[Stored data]
= Beginning of Section =
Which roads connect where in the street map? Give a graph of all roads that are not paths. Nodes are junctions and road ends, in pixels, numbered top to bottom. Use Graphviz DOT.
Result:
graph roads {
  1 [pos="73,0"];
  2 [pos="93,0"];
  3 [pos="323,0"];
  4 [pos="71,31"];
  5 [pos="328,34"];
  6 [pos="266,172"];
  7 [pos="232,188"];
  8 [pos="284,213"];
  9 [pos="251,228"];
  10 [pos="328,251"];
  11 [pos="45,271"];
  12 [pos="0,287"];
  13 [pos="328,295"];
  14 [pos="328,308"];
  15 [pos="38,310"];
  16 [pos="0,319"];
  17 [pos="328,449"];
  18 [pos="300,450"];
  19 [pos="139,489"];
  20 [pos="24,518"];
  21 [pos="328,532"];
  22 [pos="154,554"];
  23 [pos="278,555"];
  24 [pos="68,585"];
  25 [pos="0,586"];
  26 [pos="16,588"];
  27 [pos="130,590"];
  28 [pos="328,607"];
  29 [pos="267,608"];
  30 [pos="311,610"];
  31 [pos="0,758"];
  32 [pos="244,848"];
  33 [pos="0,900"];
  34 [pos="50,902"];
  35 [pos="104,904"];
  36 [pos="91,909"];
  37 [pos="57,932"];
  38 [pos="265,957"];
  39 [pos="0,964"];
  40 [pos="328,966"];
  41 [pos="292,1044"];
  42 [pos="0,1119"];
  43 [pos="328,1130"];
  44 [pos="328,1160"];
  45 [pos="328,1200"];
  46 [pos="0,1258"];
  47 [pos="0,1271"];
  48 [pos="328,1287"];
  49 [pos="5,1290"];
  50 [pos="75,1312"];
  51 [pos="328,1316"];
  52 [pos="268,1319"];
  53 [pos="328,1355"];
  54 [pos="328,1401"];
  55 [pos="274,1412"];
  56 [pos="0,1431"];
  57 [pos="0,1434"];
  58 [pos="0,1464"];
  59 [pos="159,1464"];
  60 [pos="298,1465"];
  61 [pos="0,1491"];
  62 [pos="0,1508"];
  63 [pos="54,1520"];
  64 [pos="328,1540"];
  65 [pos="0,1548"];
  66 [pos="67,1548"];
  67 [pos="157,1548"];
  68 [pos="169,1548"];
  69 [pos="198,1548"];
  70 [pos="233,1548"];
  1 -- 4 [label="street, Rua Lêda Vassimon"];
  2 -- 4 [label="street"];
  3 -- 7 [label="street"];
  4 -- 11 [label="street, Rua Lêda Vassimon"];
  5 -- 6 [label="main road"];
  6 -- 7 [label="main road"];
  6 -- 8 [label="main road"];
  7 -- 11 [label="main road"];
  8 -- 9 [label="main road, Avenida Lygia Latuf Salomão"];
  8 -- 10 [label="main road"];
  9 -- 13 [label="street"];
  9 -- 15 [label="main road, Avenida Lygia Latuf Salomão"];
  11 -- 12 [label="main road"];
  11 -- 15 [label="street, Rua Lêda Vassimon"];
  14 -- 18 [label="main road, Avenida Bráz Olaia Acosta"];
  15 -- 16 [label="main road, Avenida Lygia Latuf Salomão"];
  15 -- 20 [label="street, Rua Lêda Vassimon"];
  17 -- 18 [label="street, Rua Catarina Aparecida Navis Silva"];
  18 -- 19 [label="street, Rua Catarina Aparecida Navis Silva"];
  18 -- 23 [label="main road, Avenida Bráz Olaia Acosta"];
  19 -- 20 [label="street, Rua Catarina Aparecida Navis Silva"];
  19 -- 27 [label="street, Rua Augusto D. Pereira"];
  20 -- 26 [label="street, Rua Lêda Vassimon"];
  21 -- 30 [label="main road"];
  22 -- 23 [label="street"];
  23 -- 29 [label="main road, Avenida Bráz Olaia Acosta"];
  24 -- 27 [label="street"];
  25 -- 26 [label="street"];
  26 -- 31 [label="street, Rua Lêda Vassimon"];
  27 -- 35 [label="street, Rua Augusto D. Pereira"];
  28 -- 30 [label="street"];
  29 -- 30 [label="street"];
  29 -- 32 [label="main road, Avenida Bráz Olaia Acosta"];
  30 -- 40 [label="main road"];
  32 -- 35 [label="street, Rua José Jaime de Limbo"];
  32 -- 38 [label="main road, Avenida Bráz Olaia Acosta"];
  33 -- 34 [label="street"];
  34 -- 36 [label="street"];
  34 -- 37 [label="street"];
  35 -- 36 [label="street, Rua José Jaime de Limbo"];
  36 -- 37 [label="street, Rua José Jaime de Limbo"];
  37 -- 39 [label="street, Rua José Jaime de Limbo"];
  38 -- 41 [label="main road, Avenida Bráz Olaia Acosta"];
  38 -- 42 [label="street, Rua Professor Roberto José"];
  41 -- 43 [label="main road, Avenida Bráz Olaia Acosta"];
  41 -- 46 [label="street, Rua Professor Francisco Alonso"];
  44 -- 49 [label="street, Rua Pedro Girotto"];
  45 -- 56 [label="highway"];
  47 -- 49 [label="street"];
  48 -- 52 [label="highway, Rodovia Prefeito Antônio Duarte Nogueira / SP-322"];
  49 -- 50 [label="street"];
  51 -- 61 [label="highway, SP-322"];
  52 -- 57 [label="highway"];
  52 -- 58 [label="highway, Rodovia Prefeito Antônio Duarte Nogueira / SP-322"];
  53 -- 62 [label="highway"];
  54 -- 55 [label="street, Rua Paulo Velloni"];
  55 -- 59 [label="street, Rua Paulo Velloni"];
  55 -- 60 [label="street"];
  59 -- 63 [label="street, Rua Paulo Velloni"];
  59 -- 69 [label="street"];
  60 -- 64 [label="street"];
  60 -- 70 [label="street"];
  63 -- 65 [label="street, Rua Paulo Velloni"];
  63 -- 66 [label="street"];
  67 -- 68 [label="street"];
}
= End of Section =
= Beginning of Section =
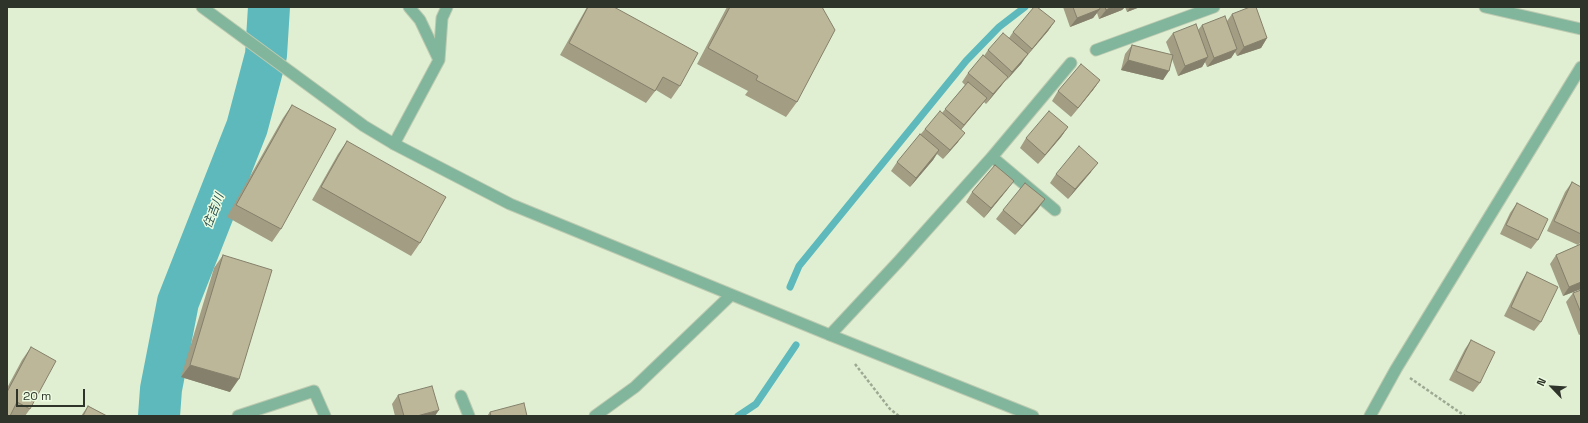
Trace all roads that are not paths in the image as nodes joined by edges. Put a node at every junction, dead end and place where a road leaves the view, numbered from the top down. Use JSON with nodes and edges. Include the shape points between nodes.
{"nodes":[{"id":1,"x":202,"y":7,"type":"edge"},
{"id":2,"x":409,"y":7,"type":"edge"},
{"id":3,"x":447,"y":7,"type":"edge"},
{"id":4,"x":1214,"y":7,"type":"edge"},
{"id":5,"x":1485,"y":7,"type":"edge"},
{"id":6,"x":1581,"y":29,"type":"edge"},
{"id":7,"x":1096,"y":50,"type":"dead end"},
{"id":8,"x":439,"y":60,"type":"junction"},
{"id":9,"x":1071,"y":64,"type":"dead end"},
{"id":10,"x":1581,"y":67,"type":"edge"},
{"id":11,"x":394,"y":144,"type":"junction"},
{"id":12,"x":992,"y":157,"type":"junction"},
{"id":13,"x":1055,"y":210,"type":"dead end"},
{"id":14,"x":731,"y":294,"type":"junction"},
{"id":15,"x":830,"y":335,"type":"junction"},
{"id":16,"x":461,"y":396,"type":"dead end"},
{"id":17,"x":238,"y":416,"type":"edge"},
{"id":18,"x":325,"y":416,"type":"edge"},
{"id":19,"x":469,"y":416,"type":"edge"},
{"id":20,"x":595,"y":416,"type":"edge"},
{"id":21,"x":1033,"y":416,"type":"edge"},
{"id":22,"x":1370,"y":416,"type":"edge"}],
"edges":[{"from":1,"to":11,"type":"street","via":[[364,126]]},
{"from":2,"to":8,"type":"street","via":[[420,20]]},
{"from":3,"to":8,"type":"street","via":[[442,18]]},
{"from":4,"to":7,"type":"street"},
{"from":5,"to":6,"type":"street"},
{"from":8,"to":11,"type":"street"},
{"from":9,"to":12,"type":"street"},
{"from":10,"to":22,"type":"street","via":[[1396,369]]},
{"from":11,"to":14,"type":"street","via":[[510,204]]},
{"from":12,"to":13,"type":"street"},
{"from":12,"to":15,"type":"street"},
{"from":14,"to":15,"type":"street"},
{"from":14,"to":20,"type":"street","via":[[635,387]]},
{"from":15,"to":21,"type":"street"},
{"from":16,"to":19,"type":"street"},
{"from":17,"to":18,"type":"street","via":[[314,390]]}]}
= End of Section =
## What is expected
Every line above in which the word "Lêda" occurs needs to be copied.

## Result of the exercise
  1 -- 4 [label="street, Rua Lêda Vassimon"];
  4 -- 11 [label="street, Rua Lêda Vassimon"];
  11 -- 15 [label="street, Rua Lêda Vassimon"];
  15 -- 20 [label="street, Rua Lêda Vassimon"];
  20 -- 26 [label="street, Rua Lêda Vassimon"];
  26 -- 31 [label="street, Rua Lêda Vassimon"];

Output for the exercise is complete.